Some observations on the way.....


Overheard on the train - Ticket inspector to smartly dressed young Asian man caught fare-dodging: What's your Christian name? - Mohammed. And your last name? - Ali.

Going through the ticket hall at Bow Road tube station, I witnessed a group of 6 ticket inspectors going through the turnstiles - one of them had his Oyster card refused. I wondered idly what the collective noun for a group of ticket inspectors would be. A dodge, perhaps?

Climbing the stairs at Upton Park tube, the home of West Ham football ground, I was met with the incongruous sound of soothing Classical piano music coming from the loudspeakers in the entrance hall.  It doesn't do to have preconceived ideas about a place - life is full of surprises.

Friday, 23 April 2010

Following instructions

With the time for my final journey approaching, I felt a mixture of relief and regret - relief that my task would soon be completed but also regret as these trips have become part of my routine and I shall miss them.  Still, all good things must come to an end and if I were to continue them too long, the idea would become overworked and the novelty pall. 

As it was the last remaining dice option, it obviously wasn't a surprise but out of all of them, this was probably the one over which I had least control.  This journey was to be under the influence of another person - by handing over my will for the day and following a set of text instructions sent by my good friend Chad, I attempted to put myself in the position of ‘going with the flow', allowing whatever would happen to happen.
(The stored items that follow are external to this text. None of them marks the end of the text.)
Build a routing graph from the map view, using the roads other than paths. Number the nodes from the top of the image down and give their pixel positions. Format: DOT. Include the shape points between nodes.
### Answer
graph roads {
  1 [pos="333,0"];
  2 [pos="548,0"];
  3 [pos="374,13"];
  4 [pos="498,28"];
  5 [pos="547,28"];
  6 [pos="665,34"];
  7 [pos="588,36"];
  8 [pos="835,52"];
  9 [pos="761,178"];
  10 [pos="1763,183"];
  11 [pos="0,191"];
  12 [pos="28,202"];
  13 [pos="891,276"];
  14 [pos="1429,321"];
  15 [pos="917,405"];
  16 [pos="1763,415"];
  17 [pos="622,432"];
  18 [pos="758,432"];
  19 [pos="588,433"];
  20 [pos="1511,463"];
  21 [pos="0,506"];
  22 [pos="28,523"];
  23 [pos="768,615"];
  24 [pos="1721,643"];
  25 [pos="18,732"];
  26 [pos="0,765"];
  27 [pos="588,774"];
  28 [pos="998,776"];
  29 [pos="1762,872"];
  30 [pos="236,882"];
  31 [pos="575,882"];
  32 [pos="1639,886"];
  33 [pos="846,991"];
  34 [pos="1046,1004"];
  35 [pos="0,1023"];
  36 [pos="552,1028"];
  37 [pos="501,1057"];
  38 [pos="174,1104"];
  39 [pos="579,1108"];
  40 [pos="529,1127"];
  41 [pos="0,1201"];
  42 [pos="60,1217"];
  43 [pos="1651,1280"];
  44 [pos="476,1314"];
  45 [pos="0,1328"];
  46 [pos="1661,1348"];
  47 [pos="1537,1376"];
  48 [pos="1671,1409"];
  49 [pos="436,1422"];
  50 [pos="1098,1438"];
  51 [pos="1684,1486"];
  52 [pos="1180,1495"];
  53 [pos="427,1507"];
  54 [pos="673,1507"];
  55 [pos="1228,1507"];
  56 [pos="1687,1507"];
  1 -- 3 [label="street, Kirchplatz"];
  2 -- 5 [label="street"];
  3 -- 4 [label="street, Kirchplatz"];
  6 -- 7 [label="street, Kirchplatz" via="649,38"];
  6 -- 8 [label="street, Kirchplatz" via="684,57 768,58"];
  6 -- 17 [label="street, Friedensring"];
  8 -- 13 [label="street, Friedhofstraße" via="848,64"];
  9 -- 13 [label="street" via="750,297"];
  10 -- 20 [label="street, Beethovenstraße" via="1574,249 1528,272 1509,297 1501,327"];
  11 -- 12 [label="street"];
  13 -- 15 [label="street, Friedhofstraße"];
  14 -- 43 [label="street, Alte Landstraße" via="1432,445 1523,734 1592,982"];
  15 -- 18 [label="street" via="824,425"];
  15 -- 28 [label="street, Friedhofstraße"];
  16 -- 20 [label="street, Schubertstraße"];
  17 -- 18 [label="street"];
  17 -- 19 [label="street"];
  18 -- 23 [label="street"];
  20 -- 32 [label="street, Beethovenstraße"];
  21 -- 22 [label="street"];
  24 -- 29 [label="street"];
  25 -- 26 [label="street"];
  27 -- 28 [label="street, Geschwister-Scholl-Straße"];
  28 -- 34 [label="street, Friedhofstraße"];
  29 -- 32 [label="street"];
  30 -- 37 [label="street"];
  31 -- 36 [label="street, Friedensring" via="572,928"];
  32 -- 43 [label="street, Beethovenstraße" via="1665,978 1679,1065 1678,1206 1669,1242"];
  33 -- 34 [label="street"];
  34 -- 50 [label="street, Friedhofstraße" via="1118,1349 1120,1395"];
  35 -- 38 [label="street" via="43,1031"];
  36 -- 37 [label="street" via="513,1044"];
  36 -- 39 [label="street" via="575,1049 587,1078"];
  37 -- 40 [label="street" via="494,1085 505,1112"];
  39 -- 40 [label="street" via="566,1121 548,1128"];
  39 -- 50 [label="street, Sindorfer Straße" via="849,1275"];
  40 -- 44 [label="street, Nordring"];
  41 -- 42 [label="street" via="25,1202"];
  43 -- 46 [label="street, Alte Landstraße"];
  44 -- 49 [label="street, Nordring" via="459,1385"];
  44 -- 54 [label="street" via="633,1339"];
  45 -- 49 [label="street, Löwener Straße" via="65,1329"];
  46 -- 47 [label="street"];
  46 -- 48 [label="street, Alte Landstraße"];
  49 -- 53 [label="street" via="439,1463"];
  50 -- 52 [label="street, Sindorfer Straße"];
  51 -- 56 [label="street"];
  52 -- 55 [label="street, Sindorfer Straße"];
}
I had no idea what to expect - the only proviso that I had made was that the tasks were not to be illegal or put me in any physical danger.

Following a set of instructions can be viewed as yet another kind of game-play and a further strategy for laying oneself open to chance encounters.  Even though, as a participant in this game, I am obliged to lay aside my free will, I still need to find a response which is 'free within the limits set by the rules' (Roger Caillois, Man, Play and Games).  This doesn't come easy to me, being the sort of person who doesn't like being told what to do!   Although not spontaneous in the true sense of the word, as someone else had already planned the day’s itinerary, it provoked unplanned reactions and serendipitous occurrences.  As ever, I had thought that the day's photographs were a motley bunch of unrelated incidents but on returning home and sorting through them, the usual connections and patterns began to assert themselves.

My first instruction - go to island gardens and walk through the thames tunnel.......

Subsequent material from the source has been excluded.